For Mr. Thompson, there were 100 million reasons why he lost.
“If there is any regret from 2009, it’s just that we couldn’t get past the sense of inevitability, that he couldn’t be beaten. People would be like, ‘I would like to help, but he is going to win and he is vindictive.’”
His aides still stew about a series of articles in The New York Times that portrayed the campaign as directionless and off-track.
“It was like, ‘Hey guys, you are missing an election in New York,’ he said. “You could just never get past certain things. The truth is I won Brooklyn. I won the Bronx. But because of the continual ‘can’t lose, can’t lose, can’t lose,’ it drove turnout down.”
Elections are about the future, not the past, but the question of how much the Bloomberg ’09 scare was due to Mr. Thompson’s own campaign acumen is a crucial one. Is the Bill Thompson of 2013 someone who was twice elected citywide and gave the mayor the scare of his life, despite being out-spent a gazillion-to-nothing? Or did he stumble into near-history, taking advantage of favorable winds? If the former is true, then Mr. Thompson despite his current low-profile, has a reason to run in 2013–he, after all, is the Goliath-slayer who grabbed the slingshot when no one else would. If the latter, then the field is open.
In the immediate term Mr. Thompson must find a way to raise money. The fact that he doesn’t currently have a position means that donors can only be persuaded to give because they like him and they think he can win, and not to curry favor with powerful political office. The most recent filings show Mr. Thompson with only $250,000 in the bank. By comparison, Ms. Quinn has already raised the maximum, and the campaign is further hobbled by questions—however fraudulent—that Mr. Thompson is really running.
“It’s a little bit of a chicken and egg thing,” said Betsy Gotbaum, the former public advocate who is now helping to lead his fundraising efforts. “People think he is a very viable candidate if we push enough and say yes can win, he will win. Then people give.”
Although Mr. Thompson declined to say how much money he needed to prove his viability, even former aides say that he has to get around $1 million by the next reporting period at the end of the year to show he is a top-tier candidate. Anything less and the whisper campaign that his supporters have tried so hard to stamp out in the last couple of weeks–that Mr. Thompson isn’t really serious–could begin again.
More worrisome for Mr. Thompson is the fact that he trails in current polls to Ms. Quinn. Polls this far out are supposed to only gauge name recognition, which should give Mr. Thompson an advantage, given the publicity surrounding his ’09 run. Mr. Thompson has spent the last year-and-a-half mostly been tending to his new gigs at a municipal finance firm and as the head of the Battery Park City Authority.

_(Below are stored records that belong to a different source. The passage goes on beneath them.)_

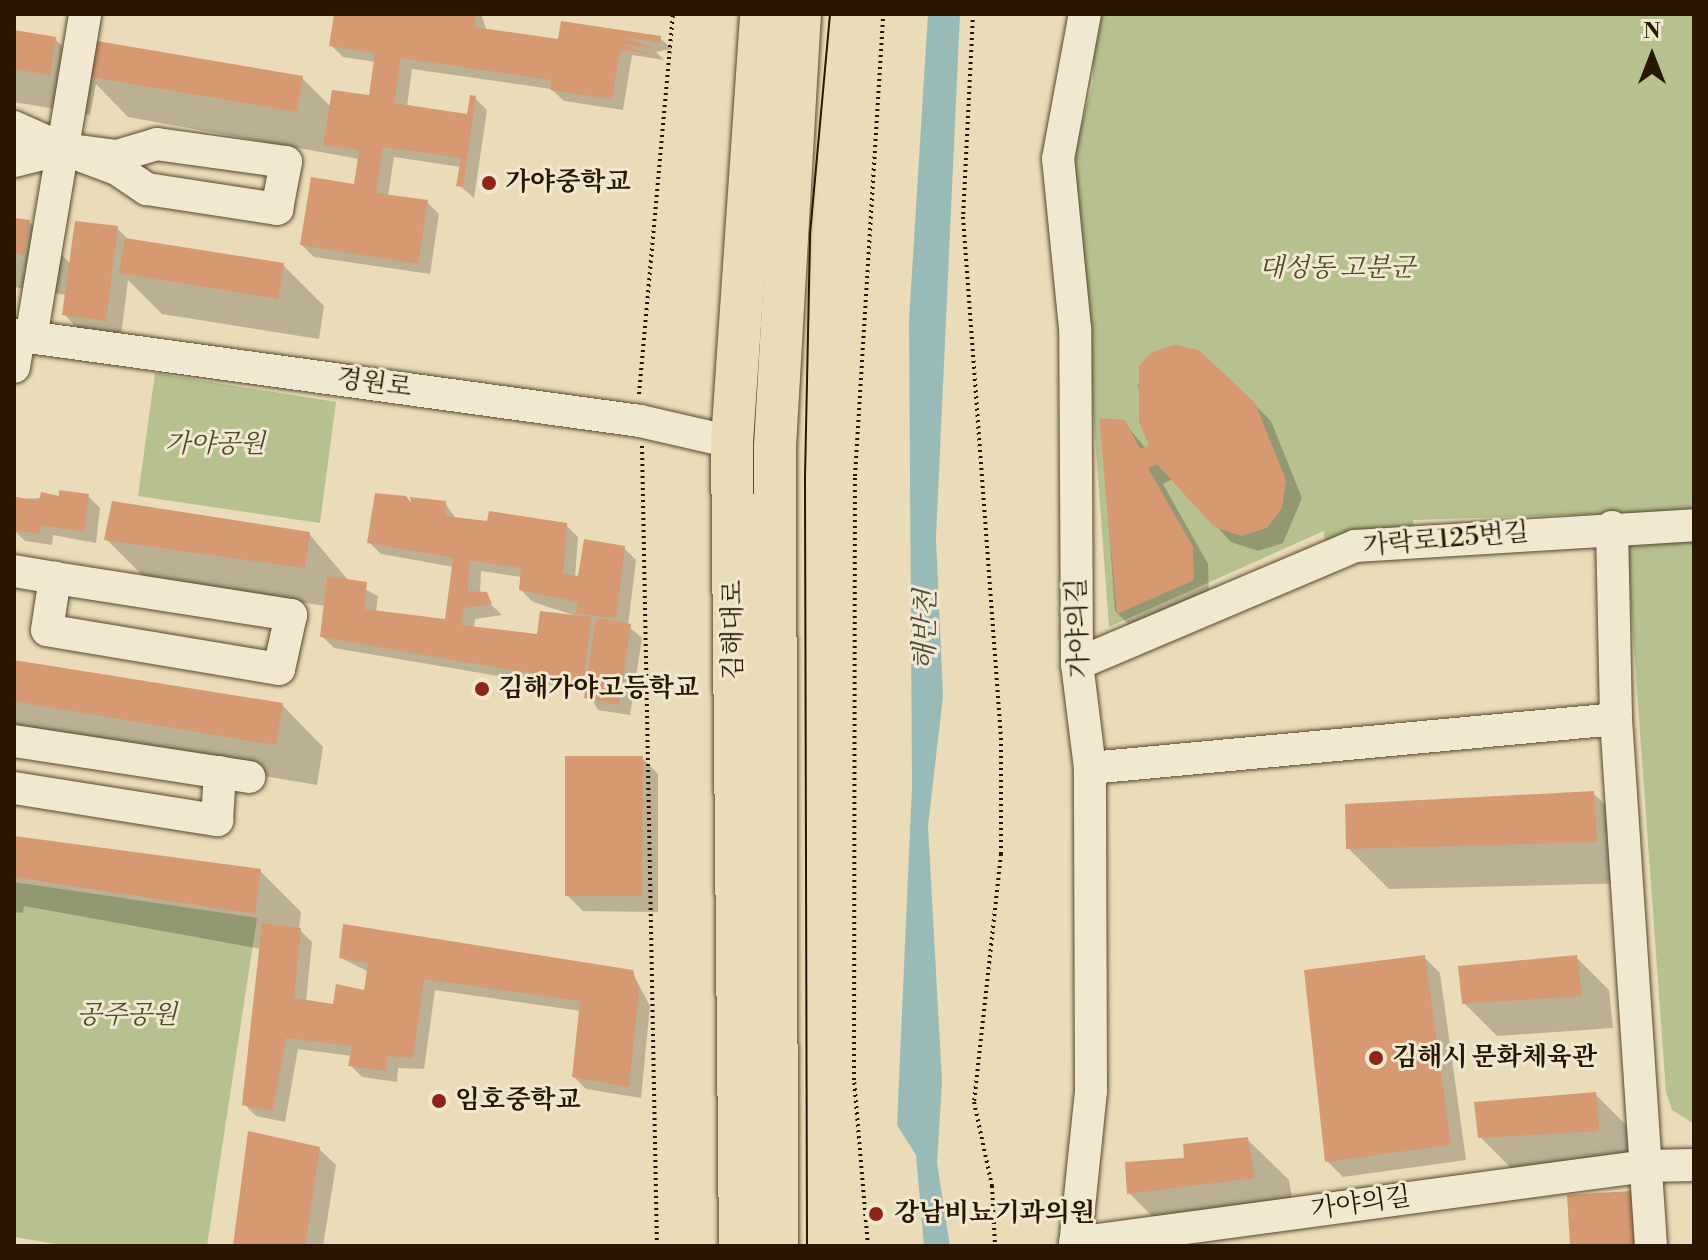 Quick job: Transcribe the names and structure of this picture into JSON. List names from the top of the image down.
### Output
{
  "streets": {
    "main road": ["김해대로"],
    "street": ["경원로", "가락로125번길", "가야의길"]
  },
  "crossings": [
    ["경원로", "김해대로"],
    ["가락로125번길", "가야의길"]
  ],
  "water": ["해반천"],
  "parks": ["대성동 고분군", "가야공원", "공주공원"],
  "places": [
    "가야중학교",
    "김해가야고등학교",
    "김해시 문화체육관",
    "임호중학교",
    "강남비뇨기과의원"
  ],
  "north": "top"
} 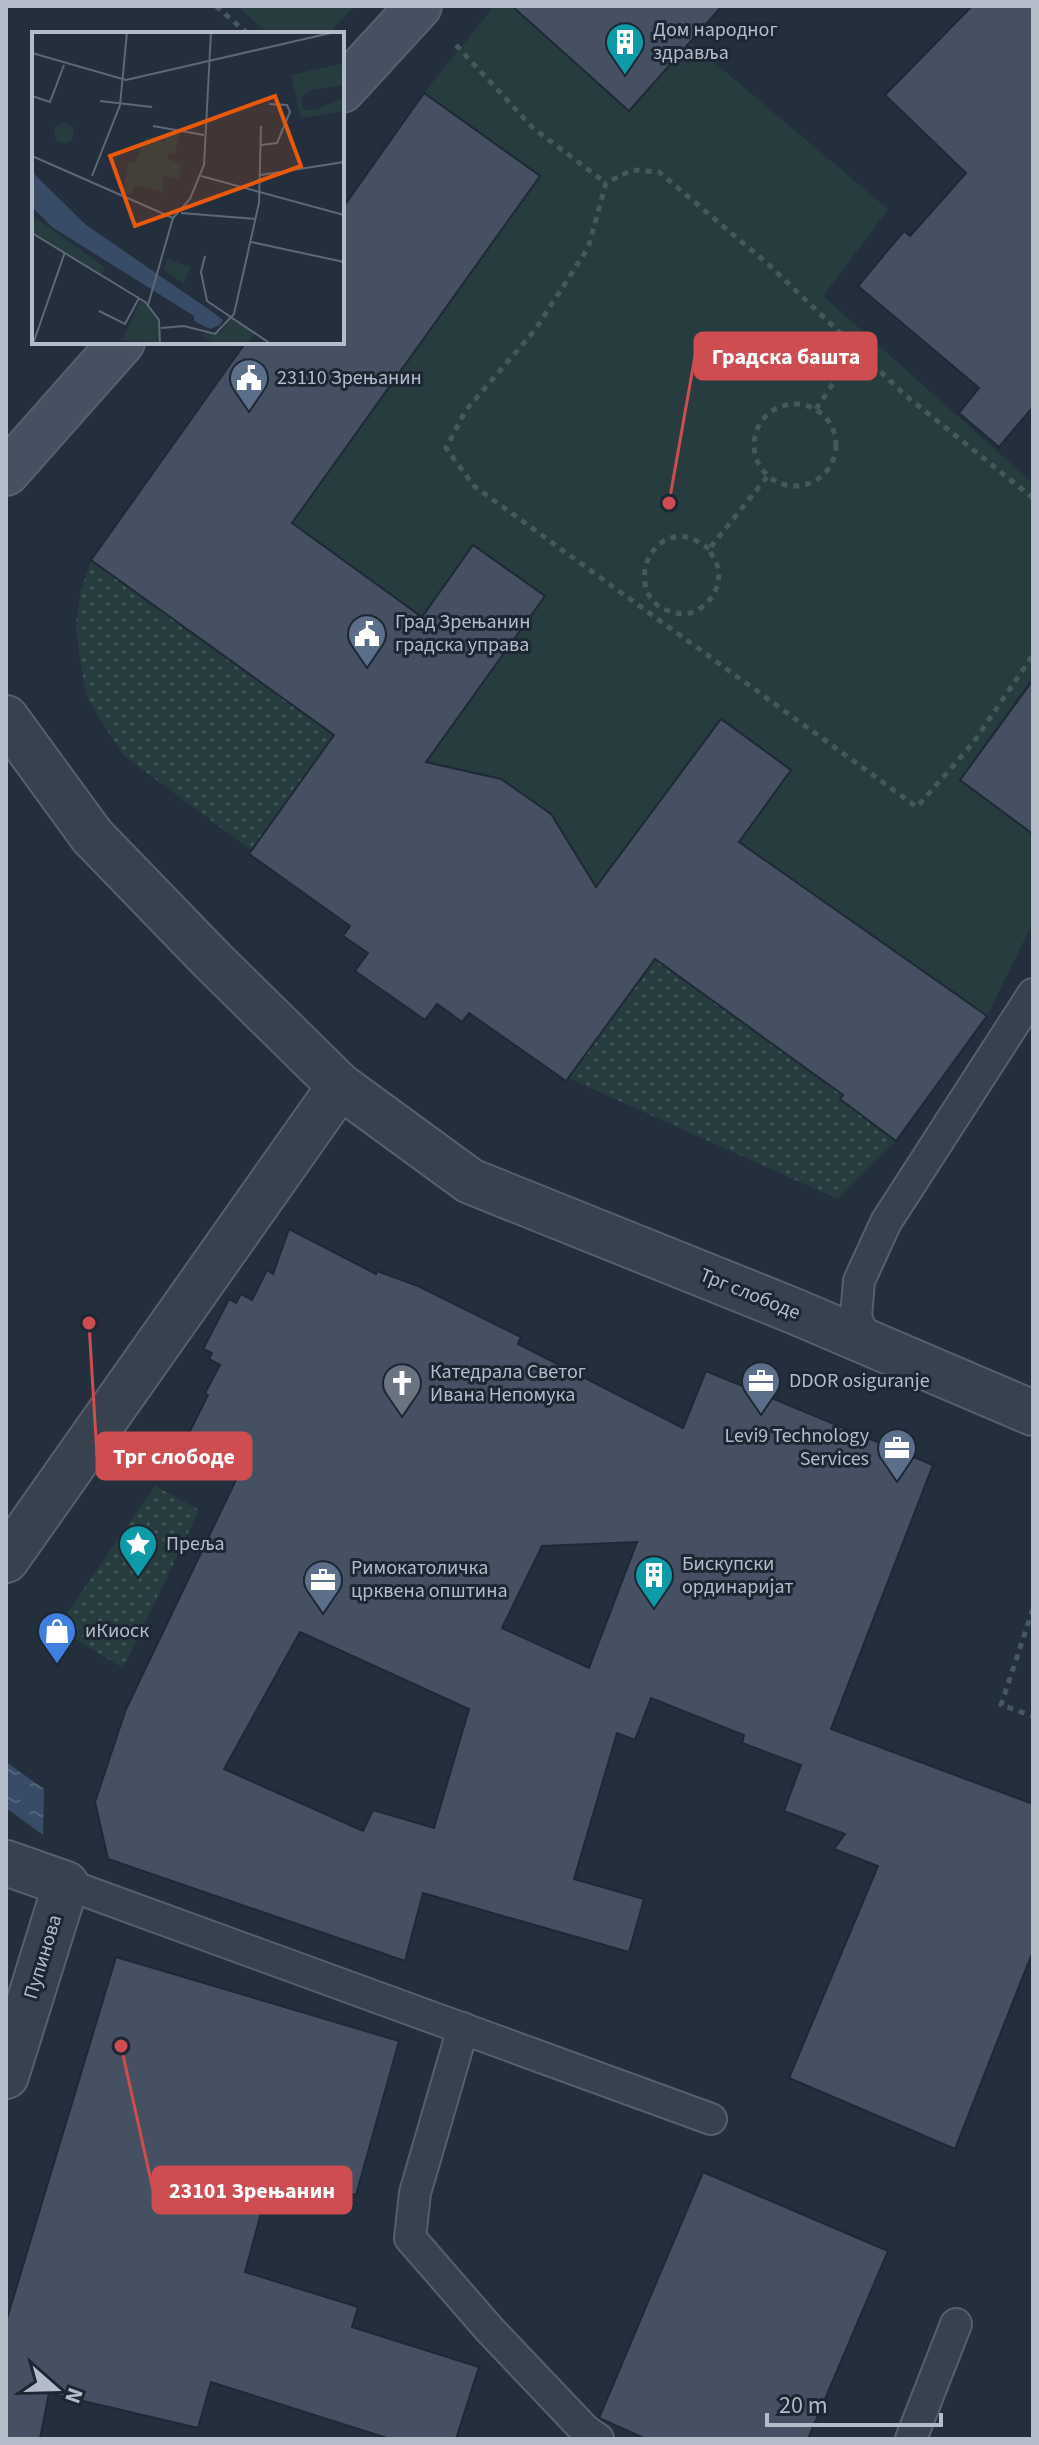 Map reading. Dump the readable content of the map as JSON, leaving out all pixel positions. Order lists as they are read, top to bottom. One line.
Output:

His rivals, by comparison, have kept up a punishing schedule of public appearances around the city for the past two years.
Mr. Castell doesen’t see this as a problem.
“He doesn’t need to keep pace with the Joneses,” he said. “He is a proven citywide vote getter. They need to keep up with him.”
One early morning last week, Mr. Thompson made his way through a driving rainstorm to arrive at the 18th floor of the Empire State Building for one of the requisite stops a campaign—a sit-down with the bombastic radio host Curtis Silwa.
Mr. Sliwa was, for once, not in his red Guardian Angel outfit, and noted that Mr. Thompson’s “fellow Democrats, who praised him the first time, saying, ‘I can’t believe how well you did against Mayor Bloomberg and his billions,’ are now dissing and dismissing him, saying ‘That was your time, Bill, now it’s our time.’ And they happen to be all white.”
“Oh god,” Mr. Thompson said, shaking his head off-mic.
Mr. Sliwa then ran through the other candidates—Ms. Quinn, “with the glow-in-the-dark orange Revlon hair;” Mr.de Blasio, who holds an office “I have advocated be eliminated as a house of patronage”; Mr. Liu, who is in the midst of a fundraising scandal and is “still trying to figure out where all those campaign contributions came from.”
“Anyway,” he continued, “there will be a whole host of people who want to run for the mayoralty, but regardless of who is in it, you are running for it?”
“Regardless of who is in,” Mr. Thompson replied. “I am running.”
Mr. Thompson went through his spiel about education and affordability, and then came back to the most pressing point.
“I am running,” he said again. “Regardless of who else is running.”